**Exercise:**
Whenever a line of the records below contains the word "graph", copy that line.

**Saved data entries:**
────

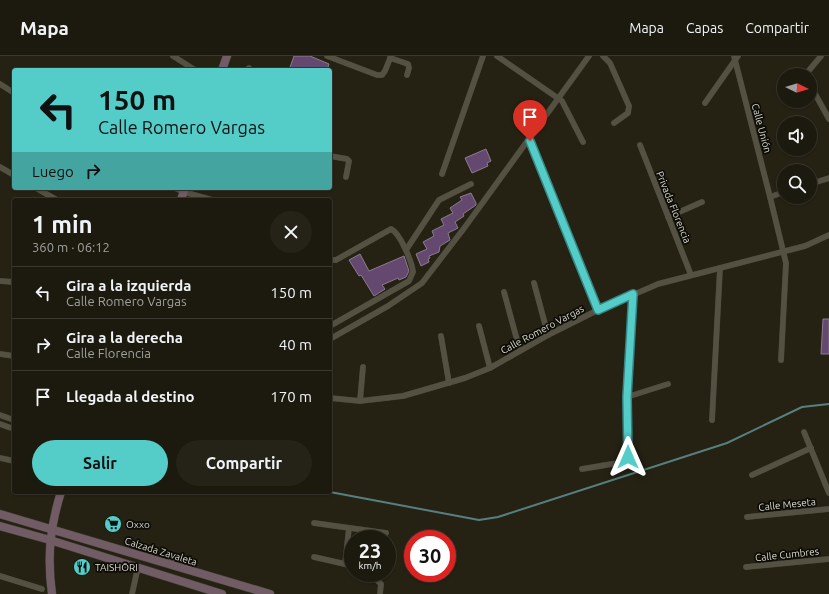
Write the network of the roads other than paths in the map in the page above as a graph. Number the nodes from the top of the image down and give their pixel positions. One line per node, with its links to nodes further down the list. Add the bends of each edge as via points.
1 (173, 56): 11 (street)
2 (227, 56): 12 (main road)
3 (328, 56): 9 (street, via 382,76)
4 (484, 56): 28 (street)
5 (497, 56): 18 (street)
6 (589, 56): 18 (street)
7 (602, 56): 21 (street, via 610,62 629,106 628,113)
8 (821, 56): 13 (street)
9 (390, 57): 14 (street, via 408,64)
10 (735, 57): 19 (street); 36 (street, Calle Unión)
11 (192, 68)
12 (223, 68)
13 (811, 68)
14 (407, 75)
15 (0, 84): 16 (street)
16 (12, 92)
17 (817, 97): 20 (street)
18 (559, 98): 22 (street); 23 (street, via 566,105)
19 (705, 103)
20 (829, 119)
21 (614, 123)
22 (529, 140): 52 (street); 57 (street, via 422,283)
23 (583, 142)
24 (640, 145): 40 (street, Privada Florencia)
25 (332, 156): 29 (street, via 349,161)
26 (0, 167): 27 (street)
27 (12, 174)
28 (442, 174)
29 (346, 177)
30 (829, 178): 31 (street)
31 (817, 182)
32 (471, 184): 42 (street, via 439,200)
33 (39, 190): 37 (street)
34 (183, 193): 38 (street)
35 (777, 194): 36 (street)
36 (770, 197): 43 (street, Calle Unión)
37 (53, 198)
38 (204, 198)
39 (702, 202): 40 (street)
40 (668, 217): 46 (street, Privada Florencia)
41 (829, 235): 43 (street, Calle Romero Vargas)
42 (406, 250): 44 (street, via 391,229); 53 (street, via 413,272 409,280)
43 (783, 252): 45 (street, Calle Romero Vargas); 61 (street, Calle Unión, via 787,270)
44 (332, 260)
45 (720, 268): 46 (street, Calle Romero Vargas); 71 (street)
46 (691, 275): 51 (street, Calle Romero Vargas)
47 (0, 281): 48 (street)
48 (12, 282)
49 (534, 283): 55 (street)
50 (504, 292): 58 (street)
51 (633, 294): 52 (street, Calle Romero Vargas); 66 (street)
52 (598, 310): 55 (street, Calle Romero Vargas)
53 (332, 325)
54 (479, 326): 63 (street)
55 (548, 335): 58 (street, Calle Romero Vargas)
56 (441, 336): 64 (street)
57 (332, 338)
58 (520, 350): 63 (street, Calle Romero Vargas)
59 (0, 354): 60 (street)
60 (12, 356)
61 (781, 360)
62 (363, 367): 68 (street)
63 (490, 368): 64 (street, Calle Romero Vargas)
64 (449, 383): 68 (street, Calle Romero Vargas, via 403,396)
65 (668, 384): 66 (street)
66 (627, 397): 78 (street, via 628,457 624,462)
67 (332, 398): 68 (street, Calle Romero Vargas)
68 (360, 401)
69 (0, 415): 70 (street)
70 (12, 419)
71 (712, 420)
72 (0, 424): 73 (street)
73 (12, 428)
74 (804, 432): 75 (street)
75 (811, 448): 79 (street); 80 (street)
76 (0, 458): 77 (street)
77 (12, 461)
78 (582, 469)
79 (752, 475)
80 (829, 493)
81 (60, 494): 88 (main road)
82 (829, 508): 84 (street, Calle Meseta)
83 (0, 514): 88 (main road, Calzada Zavaleta)
84 (746, 517)
85 (314, 523): 87 (street)
86 (0, 526): 90 (main road)
87 (349, 528): 89 (street)
88 (51, 529): 90 (main road); 102 (main road, Calzada Zavaleta, via 172,560)
89 (364, 530)
90 (50, 540): 94 (main road); 99 (main road, via 49,575)
91 (314, 557): 93 (street)
92 (829, 559): 95 (street, Calle Cumbres)
93 (344, 564)
94 (138, 567): 100 (street); 101 (main road)
95 (746, 567)
96 (0, 576): 98 (street)
97 (378, 582): 103 (street, via 381,584)
98 (42, 589)
99 (52, 594)
100 (132, 594)
101 (222, 594)
102 (270, 594)
103 (380, 594)

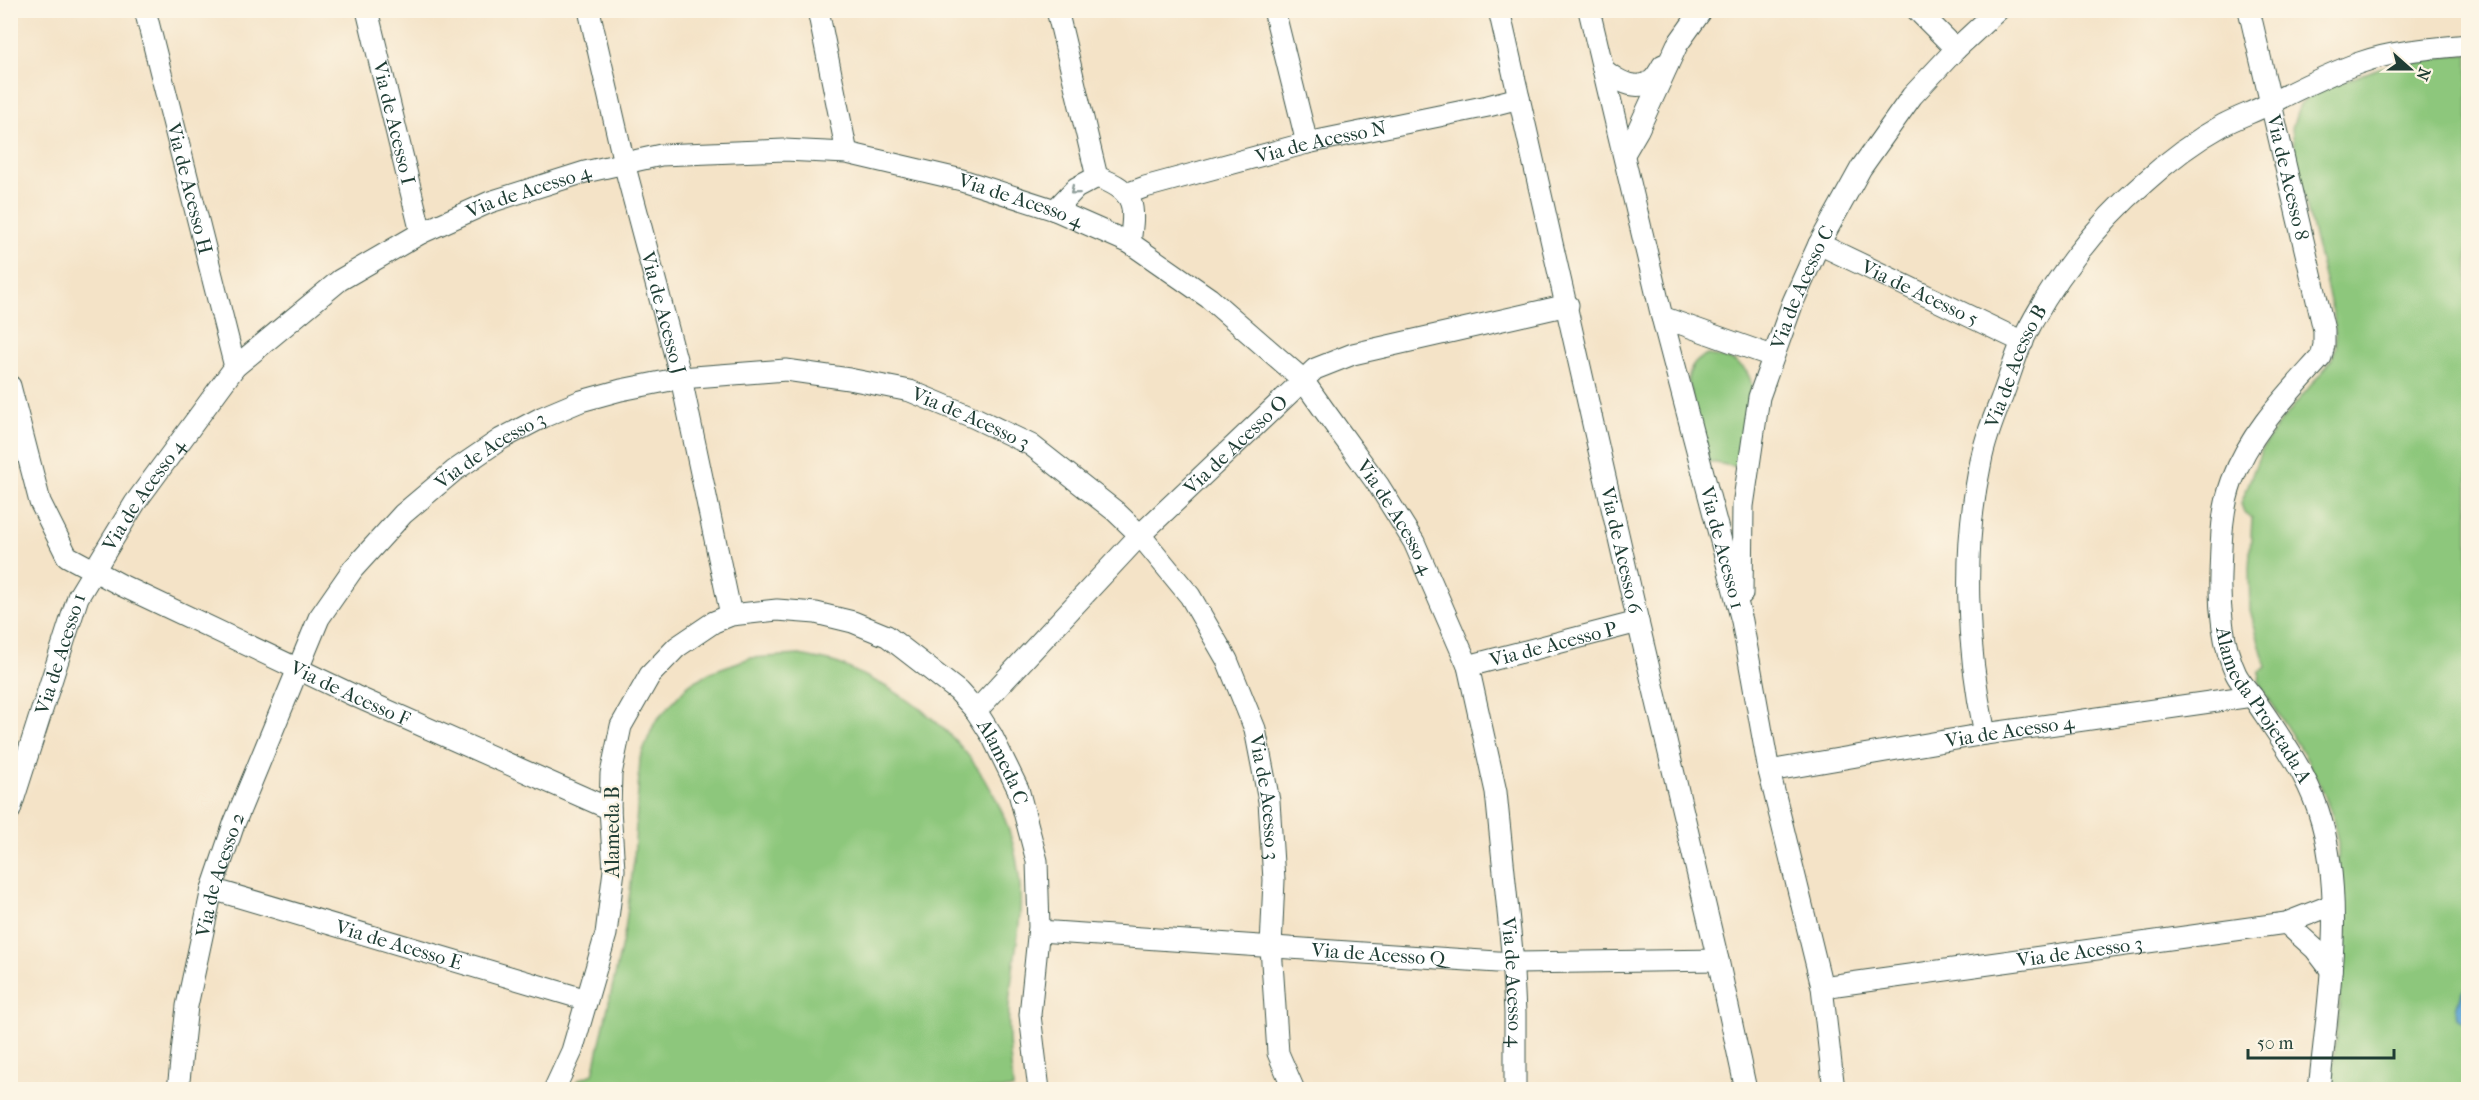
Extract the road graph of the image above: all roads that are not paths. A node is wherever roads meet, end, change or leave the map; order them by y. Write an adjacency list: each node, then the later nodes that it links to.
1 (145, 10): 34 (street, Via de Acesso H)
2 (367, 10): 26 (street, Via de Acesso I)
3 (590, 10): 22 (street, Via de Acesso J)
4 (818, 10): 20 (street)
5 (1057, 10): 23 (street)
6 (1274, 10): 19 (street)
7 (1499, 10): 17 (street, Via de Acesso 6)
8 (1589, 10): 16 (street, Via de Acesso 1)
9 (1702, 10): 13 (street)
10 (1917, 10): 15 (street)
11 (1998, 10): 15 (street, Via de Acesso C)
12 (2249, 10): 18 (street, Via de Acesso 8)
13 (1677, 45): 16 (street); 21 (street)
14 (2469, 45): 18 (street, Via de Acesso B)
15 (1956, 49): 28 (street, Via de Acesso C)
16 (1603, 69): 21 (street, Via de Acesso 1)
17 (1519, 98): 19 (street, Via de Acesso N); 29 (street, Via de Acesso 6)
18 (2272, 103): 31 (street, Via de Acesso B); 32 (street, Via de Acesso 8)
19 (1307, 143): 24 (street, Via de Acesso N)
20 (847, 153): 22 (street, Via de Acesso 4); 25 (street, Via de Acesso 4)
21 (1624, 154): 30 (street, Via de Acesso 1)
22 (624, 163): 26 (street, Via de Acesso 4); 35 (street, Via de Acesso J)
23 (1097, 177): 24 (street); 25 (street, one-way to 25)
24 (1126, 194): 27 (street)
25 (1055, 210): 27 (street, Via de Acesso 4)
26 (421, 233): 34 (street, Via de Acesso 4)
27 (1130, 243): 36 (street, Via de Acesso 4)
28 (1819, 244): 31 (street, Via de Acesso 5); 33 (street, Via de Acesso C)
29 (1568, 305): 36 (street, Via de Acesso O); 42 (street, Via de Acesso 6)
30 (1662, 317): 33 (street); 41 (street, Via de Acesso 1)
31 (2022, 342): 47 (street, Via de Acesso B)
32 (2324, 345): 45 (street, Alameda Projetada A)
33 (1772, 356): 41 (street, Via de Acesso C)
34 (235, 367): 39 (street, Via de Acesso 4)
35 (681, 378): 38 (street, Via de Acesso 3); 40 (street, Via de Acesso J); 44 (street, Via de Acesso 3)
36 (1302, 379): 38 (street, Via de Acesso O); 43 (street, Via de Acesso 4)
37 (10, 386): 39 (street, Via de Acesso F)
38 (1140, 535): 46 (street, Via de Acesso O); 55 (street, Via de Acesso 3)
39 (93, 570): 44 (street, Via de Acesso F); 50 (street, Via de Acesso 1)
40 (731, 615): 46 (street, Alameda C); 49 (street, Alameda B)
41 (1742, 621): 48 (street, Via de Acesso 1)
42 (1638, 622): 43 (street, Via de Acesso P); 56 (street, Via de Acesso 6)
43 (1468, 666): 57 (street, Via de Acesso 4)
44 (297, 669): 49 (street, Via de Acesso F); 51 (street, Via de Acesso 2)
45 (2252, 696): 47 (street, Via de Acesso 4); 52 (street, Alameda Projetada A)
46 (976, 711): 54 (street, Alameda C)
47 (1985, 734): 48 (street, Via de Acesso 4)
48 (1769, 771): 59 (street, Via de Acesso 1)
49 (610, 809): 60 (street, Alameda B)
50 (10, 810)
51 (212, 889): 60 (street, Via de Acesso E); 61 (street, Via de Acesso 2)
52 (2332, 905): 53 (street, Via de Acesso 3); 58 (street, Alameda Projetada A)
53 (2286, 922): 58 (street); 59 (street, Via de Acesso 3)
54 (1039, 931): 55 (street, Via de Acesso Q); 63 (street, Alameda C)
55 (1271, 947): 57 (street, Via de Acesso Q); 64 (street, Via de Acesso 3)
56 (1718, 960): 57 (street, Via de Acesso Q); 66 (street, Via de Acesso 6)
57 (1512, 963): 65 (street, Via de Acesso 4)
58 (2331, 970): 68 (street, Alameda Projetada A)
59 (1822, 987): 67 (street, Via de Acesso 1)
60 (587, 1000): 62 (street, Alameda B)
61 (178, 1089)
62 (554, 1089)
63 (1039, 1089)
64 (1294, 1089)
65 (1515, 1089)
66 (1746, 1089)
67 (1834, 1089)
68 (2319, 1089)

────

**Exercise response:**
Write the network of the roads other than paths in the map in the page above as a graph. Number the nodes from the top of the image down and give their pixel positions. One line per node, with its links to nodes further down the list. Add the bends of each edge as via points.
Extract the road graph of the image above: all roads that are not paths. A node is wherever roads meet, end, change or leave the map; order them by y. Write an adjacency list: each node, then the later nodes that it links to.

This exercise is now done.